ぽつぽつと雨が降ってきた。茜たちは紅也のいない夜を過ごしていた。リビングでは妹たちが頭を抱えて宿題と格闘していた。茜はすでに終わらせていたため、彼らの質問に律儀に答えていた。
「雨降ってきたね」
楓がぽつりと言った。
「お兄ちゃん・・・傘持って行ってない」
梓がつぶやく。それには心配の色が濃く入っていた。
「兄ちゃんだったらそこらの水を蒸発させて帰ってくるんじゃないか??」
からからと笑いながら冗談を言う輝。
それを3人で笑った。
「紅也・・・」
あかねは紅也のいる方向を見ていた・・・。
「くそったれが!!」
紅也は吐き捨てる。資料は何とか奪取した。男たちの体をかいくぐって役人を殴って奪ったのだ。しかしそこから今までとは違う強さの男たちに苦戦していた。巧みなフットワークとコンビネーションに翻弄されていた。相手は6人。いつもならば全体技を使うが、今日に限って雨のため炎の威力が少ない。一気に叩き込むには時間が必要だった。
「われわれは」
「ボスの護衛を果たすために」
「戦いに特化した人間」
「貴様のようなガキが勝てる相手ではない」
「資料をおいて」
「ここを立ち去るがよい」
それぞれの男たちが面倒なことをしながら言ってきた。
「おあいにくだがこれは仕事なんでね・・・それは飲み込めないな」
「それならば・・・」
『死あるのみ!!』
男たちが一斉に飛び掛ってきた。紅也は懐から自動型拳銃を取り出して己の力を付加して炎の弾丸を放つ。
「[([)Ohashi(炎)](]) of flame(追走)!!」
だん だん だん だん だん
銃弾が2人の男の腹に命中した。穴を開けるだけではなく更に傷を灼熱の炎で焼き尽くすので痛みは半端ではない。悲鳴を上げてのた打ち回る男たち。いくら鍛えているからといって耐えられるレベルではなかった。それでもひるまない男たち。自動型拳銃など仕事を始めた頃まだそれほど術が使えなかったために使っていたものだ。それから長い月日が流れ、さまざまな鍛錬と研究で今の術が完成したのだ。
「それぐらいでわれわれがひるむとでも思ったか??」
「思わないね・・・」
巧みな攻撃を何とか受け流しながらタイミングを図る紅也だが。思いっきり顔面にパンチを食らってしまった。吹き飛ばされる方向には更に二人の男がいて紅也に対して同時に正拳を放つ。
「そうか・・・こいつらが使っていたのは・・・」
拳法だという前に更なる攻撃が紅也を襲う。今までとは違う強さ。紅也がまだあったことのない強さだった。
(このままではあいつらも危険な目にあわせちまう・・・)
男たちは東西南北の形に並んで攻撃している。
「東の青龍!!」
「西の白虎!!」
「北の玄武!!」
「南の朱雀!!」
円を描きながら紅也は宙を舞う。血が男たちの足元を真っ赤に染めていた。まるで魔方陣を(・)描く(・・)よう(・・)に(・)丸く(・・・)・・・。
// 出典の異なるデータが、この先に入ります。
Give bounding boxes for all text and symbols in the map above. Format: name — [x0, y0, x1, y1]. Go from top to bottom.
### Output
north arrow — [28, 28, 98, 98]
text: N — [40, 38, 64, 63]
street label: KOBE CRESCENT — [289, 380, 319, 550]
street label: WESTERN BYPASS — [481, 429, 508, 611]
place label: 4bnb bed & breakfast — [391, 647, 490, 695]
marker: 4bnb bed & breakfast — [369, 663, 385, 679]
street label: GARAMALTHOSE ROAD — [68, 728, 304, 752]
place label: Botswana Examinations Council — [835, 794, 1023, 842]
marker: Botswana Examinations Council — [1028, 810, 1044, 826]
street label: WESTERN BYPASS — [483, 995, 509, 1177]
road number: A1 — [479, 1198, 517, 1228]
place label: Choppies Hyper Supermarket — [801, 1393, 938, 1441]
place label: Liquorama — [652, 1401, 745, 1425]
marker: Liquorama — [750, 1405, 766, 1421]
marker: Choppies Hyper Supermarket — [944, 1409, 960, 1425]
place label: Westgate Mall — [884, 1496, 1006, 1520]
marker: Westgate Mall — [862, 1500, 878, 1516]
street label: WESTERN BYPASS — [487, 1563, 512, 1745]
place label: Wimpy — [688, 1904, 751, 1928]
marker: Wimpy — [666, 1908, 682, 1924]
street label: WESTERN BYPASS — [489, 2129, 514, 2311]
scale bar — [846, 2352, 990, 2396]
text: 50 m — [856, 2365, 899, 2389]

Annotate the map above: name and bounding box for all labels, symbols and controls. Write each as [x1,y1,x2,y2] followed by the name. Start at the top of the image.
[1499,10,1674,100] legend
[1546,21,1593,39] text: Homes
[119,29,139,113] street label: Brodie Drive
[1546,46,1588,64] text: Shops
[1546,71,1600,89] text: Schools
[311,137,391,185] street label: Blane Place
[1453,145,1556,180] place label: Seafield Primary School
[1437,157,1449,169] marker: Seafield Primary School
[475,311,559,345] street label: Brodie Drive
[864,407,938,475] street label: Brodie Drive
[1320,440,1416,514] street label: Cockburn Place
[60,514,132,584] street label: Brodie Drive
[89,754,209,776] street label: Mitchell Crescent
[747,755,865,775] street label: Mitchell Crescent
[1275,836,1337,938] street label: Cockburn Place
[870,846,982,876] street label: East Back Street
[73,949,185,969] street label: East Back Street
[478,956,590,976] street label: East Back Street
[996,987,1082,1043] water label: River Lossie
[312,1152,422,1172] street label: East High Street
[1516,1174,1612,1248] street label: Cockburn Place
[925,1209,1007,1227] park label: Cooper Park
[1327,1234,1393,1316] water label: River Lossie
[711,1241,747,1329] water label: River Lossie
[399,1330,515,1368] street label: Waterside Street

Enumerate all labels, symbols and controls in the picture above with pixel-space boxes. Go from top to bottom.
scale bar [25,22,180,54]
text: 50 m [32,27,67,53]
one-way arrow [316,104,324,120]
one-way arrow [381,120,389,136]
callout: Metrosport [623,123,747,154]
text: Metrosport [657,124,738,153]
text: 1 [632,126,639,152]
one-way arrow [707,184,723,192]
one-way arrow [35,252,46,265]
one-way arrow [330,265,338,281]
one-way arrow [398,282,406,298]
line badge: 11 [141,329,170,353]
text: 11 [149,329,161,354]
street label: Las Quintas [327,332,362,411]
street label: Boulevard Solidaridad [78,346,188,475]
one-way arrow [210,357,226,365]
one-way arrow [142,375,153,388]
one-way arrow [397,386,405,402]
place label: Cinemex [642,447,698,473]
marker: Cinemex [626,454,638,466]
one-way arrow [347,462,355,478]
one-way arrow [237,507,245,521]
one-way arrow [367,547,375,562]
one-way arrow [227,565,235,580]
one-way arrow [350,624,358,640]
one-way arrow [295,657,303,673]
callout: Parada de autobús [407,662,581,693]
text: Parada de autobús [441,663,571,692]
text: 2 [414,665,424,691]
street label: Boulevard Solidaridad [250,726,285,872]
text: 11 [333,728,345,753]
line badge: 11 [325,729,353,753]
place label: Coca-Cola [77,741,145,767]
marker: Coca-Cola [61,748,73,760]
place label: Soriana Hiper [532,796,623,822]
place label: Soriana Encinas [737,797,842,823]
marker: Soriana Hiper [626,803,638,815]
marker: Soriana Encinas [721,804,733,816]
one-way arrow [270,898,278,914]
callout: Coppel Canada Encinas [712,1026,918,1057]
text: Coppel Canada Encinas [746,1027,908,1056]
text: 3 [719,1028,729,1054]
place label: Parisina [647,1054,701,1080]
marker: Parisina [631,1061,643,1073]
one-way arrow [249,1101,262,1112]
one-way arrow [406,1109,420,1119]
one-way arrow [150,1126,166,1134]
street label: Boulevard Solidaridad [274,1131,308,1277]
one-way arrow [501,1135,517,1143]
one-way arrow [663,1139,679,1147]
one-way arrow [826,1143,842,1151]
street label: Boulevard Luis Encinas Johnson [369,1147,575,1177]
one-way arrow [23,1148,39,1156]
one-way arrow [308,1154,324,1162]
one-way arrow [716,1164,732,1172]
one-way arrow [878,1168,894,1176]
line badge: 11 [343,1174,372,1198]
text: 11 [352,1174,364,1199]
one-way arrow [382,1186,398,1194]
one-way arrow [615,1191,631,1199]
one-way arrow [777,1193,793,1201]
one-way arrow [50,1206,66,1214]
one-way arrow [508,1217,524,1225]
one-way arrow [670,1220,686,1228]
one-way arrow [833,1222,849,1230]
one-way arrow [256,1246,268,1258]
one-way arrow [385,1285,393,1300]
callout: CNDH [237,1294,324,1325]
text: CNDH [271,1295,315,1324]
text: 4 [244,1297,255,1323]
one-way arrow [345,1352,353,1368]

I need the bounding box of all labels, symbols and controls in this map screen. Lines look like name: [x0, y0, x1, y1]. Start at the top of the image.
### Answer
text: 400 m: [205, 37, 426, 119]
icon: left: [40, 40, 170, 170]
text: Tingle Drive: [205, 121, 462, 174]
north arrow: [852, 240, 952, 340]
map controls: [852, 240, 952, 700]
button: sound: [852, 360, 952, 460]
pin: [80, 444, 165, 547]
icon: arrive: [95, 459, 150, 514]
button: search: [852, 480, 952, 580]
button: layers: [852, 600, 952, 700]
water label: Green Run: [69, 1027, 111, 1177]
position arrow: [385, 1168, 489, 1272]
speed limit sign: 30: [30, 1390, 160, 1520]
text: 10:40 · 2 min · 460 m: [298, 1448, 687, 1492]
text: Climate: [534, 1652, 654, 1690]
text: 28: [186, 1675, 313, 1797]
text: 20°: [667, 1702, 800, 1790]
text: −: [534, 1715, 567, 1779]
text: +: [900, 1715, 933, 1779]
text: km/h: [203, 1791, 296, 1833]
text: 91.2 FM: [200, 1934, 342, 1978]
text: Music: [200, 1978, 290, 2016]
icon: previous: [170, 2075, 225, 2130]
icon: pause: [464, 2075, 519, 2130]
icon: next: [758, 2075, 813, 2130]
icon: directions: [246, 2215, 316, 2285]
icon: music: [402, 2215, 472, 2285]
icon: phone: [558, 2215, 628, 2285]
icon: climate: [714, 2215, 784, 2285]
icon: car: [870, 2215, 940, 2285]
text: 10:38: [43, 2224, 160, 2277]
「The world is created and five elements.(世界を創造し5つの要素)Flame of flame and revolution of flame and creation of destruction(破壊の炎・創造の炎・変革の炎)Before having called the birth angel from the flame here(ここに炎より生まれし堕天使を呼び出したまえ)The name is Garland.(その名はガーランド)It is an angel of destruction.(破壊の堕天使なり)」
男たちのちょうど真ん中が赤い炎で埋め尽くされ、その中から真っ赤に燃えた人型の怪物が現れた。背中には真っ赤に燃えた羽があった。
「天使なのか・・・??」
男たちがとうとうおびえだした。人間ではないものが出現したのだから、仕方がないといえば仕方がない。しかしそれでも彼らにとってはボスの命令が絶対だった。
『うおおおおお』
男たちが突っ込んでくる。
「ガーランド・・・好きにしてくれ」
『コロス』
ガーランドが手を前に突き出した。すると男たちの足元から勢いよく炎が噴き出し骨も残らないくらいの出力で・・・殺した。そうして天使はふっと消えてしまった。どうやら雨が降ってきて、魔方陣が消えてしまったらしい。
「ありがとう・・・ガーランド」
紅也はふらふらと痛む傷を抑えて茜たちの待つ家に向かった。その後、帰ってきた紅也を見て茜が鳴いたこととそれを見た妹たちにきつく説教されたことは言うまでもない。